> [Problem] Nothing in the data should change when you return it, but leave the pictures out.

> [Provided entries]
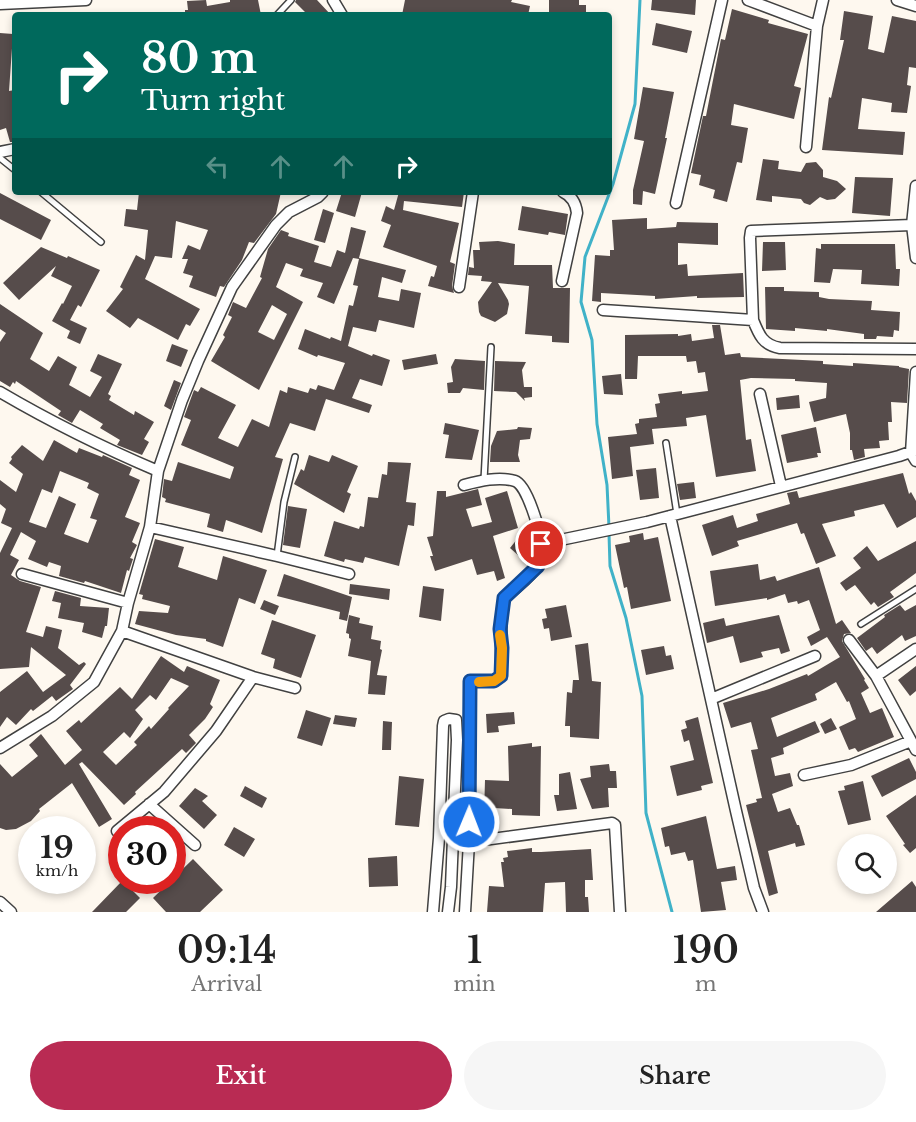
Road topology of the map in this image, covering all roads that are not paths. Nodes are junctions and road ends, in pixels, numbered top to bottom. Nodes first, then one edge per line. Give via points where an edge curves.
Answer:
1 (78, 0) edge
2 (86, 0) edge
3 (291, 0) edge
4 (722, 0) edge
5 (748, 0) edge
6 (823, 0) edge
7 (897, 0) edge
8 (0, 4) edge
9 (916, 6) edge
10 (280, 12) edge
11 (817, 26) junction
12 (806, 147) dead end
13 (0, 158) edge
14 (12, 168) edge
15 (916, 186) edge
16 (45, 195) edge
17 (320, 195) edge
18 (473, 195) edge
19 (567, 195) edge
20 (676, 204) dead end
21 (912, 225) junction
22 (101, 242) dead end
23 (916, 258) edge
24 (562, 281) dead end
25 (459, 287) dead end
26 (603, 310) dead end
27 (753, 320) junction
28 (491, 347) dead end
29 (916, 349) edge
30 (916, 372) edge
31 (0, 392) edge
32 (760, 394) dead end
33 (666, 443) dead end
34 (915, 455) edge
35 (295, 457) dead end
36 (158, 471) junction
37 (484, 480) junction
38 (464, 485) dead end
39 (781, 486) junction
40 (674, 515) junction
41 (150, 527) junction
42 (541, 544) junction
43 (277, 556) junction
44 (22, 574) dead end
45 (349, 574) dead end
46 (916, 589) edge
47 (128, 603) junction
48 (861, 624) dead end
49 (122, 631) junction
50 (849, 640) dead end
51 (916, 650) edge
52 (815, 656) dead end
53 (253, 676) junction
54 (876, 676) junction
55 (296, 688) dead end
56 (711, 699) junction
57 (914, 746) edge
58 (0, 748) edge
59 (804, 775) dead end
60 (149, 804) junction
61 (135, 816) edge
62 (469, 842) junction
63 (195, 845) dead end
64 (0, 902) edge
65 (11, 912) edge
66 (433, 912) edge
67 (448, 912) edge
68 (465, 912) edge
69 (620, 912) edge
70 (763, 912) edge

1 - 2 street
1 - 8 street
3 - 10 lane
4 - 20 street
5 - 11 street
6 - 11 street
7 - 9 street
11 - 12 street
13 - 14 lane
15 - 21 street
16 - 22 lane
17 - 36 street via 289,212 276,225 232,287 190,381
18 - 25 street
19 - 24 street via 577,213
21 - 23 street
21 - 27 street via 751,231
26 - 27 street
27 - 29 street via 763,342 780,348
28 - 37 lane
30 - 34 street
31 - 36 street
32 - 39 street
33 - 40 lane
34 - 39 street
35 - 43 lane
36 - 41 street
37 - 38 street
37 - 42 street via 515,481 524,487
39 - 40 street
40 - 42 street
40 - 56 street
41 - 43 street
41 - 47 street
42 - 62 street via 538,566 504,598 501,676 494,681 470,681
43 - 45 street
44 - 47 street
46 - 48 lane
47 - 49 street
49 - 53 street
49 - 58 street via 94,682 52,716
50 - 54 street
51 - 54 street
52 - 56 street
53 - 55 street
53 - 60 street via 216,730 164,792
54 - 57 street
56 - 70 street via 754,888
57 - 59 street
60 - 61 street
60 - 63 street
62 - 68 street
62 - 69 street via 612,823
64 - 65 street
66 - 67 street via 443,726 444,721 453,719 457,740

> [Final answer]
Road topology of the map in this image, covering all roads that are not paths. Nodes are junctions and road ends, in pixels, numbered top to bottom. Nodes first, then one edge per line. Give via points where an edge curves.
Answer:
1 (78, 0) edge
2 (86, 0) edge
3 (291, 0) edge
4 (722, 0) edge
5 (748, 0) edge
6 (823, 0) edge
7 (897, 0) edge
8 (0, 4) edge
9 (916, 6) edge
10 (280, 12) edge
11 (817, 26) junction
12 (806, 147) dead end
13 (0, 158) edge
14 (12, 168) edge
15 (916, 186) edge
16 (45, 195) edge
17 (320, 195) edge
18 (473, 195) edge
19 (567, 195) edge
20 (676, 204) dead end
21 (912, 225) junction
22 (101, 242) dead end
23 (916, 258) edge
24 (562, 281) dead end
25 (459, 287) dead end
26 (603, 310) dead end
27 (753, 320) junction
28 (491, 347) dead end
29 (916, 349) edge
30 (916, 372) edge
31 (0, 392) edge
32 (760, 394) dead end
33 (666, 443) dead end
34 (915, 455) edge
35 (295, 457) dead end
36 (158, 471) junction
37 (484, 480) junction
38 (464, 485) dead end
39 (781, 486) junction
40 (674, 515) junction
41 (150, 527) junction
42 (541, 544) junction
43 (277, 556) junction
44 (22, 574) dead end
45 (349, 574) dead end
46 (916, 589) edge
47 (128, 603) junction
48 (861, 624) dead end
49 (122, 631) junction
50 (849, 640) dead end
51 (916, 650) edge
52 (815, 656) dead end
53 (253, 676) junction
54 (876, 676) junction
55 (296, 688) dead end
56 (711, 699) junction
57 (914, 746) edge
58 (0, 748) edge
59 (804, 775) dead end
60 (149, 804) junction
61 (135, 816) edge
62 (469, 842) junction
63 (195, 845) dead end
64 (0, 902) edge
65 (11, 912) edge
66 (433, 912) edge
67 (448, 912) edge
68 (465, 912) edge
69 (620, 912) edge
70 (763, 912) edge

1 - 2 street
1 - 8 street
3 - 10 lane
4 - 20 street
5 - 11 street
6 - 11 street
7 - 9 street
11 - 12 street
13 - 14 lane
15 - 21 street
16 - 22 lane
17 - 36 street via 289,212 276,225 232,287 190,381
18 - 25 street
19 - 24 street via 577,213
21 - 23 street
21 - 27 street via 751,231
26 - 27 street
27 - 29 street via 763,342 780,348
28 - 37 lane
30 - 34 street
31 - 36 street
32 - 39 street
33 - 40 lane
34 - 39 street
35 - 43 lane
36 - 41 street
37 - 38 street
37 - 42 street via 515,481 524,487
39 - 40 street
40 - 42 street
40 - 56 street
41 - 43 street
41 - 47 street
42 - 62 street via 538,566 504,598 501,676 494,681 470,681
43 - 45 street
44 - 47 street
46 - 48 lane
47 - 49 street
49 - 53 street
49 - 58 street via 94,682 52,716
50 - 54 street
51 - 54 street
52 - 56 street
53 - 55 street
53 - 60 street via 216,730 164,792
54 - 57 street
56 - 70 street via 754,888
57 - 59 street
60 - 61 street
60 - 63 street
62 - 68 street
62 - 69 street via 612,823
64 - 65 street
66 - 67 street via 443,726 444,721 453,719 457,740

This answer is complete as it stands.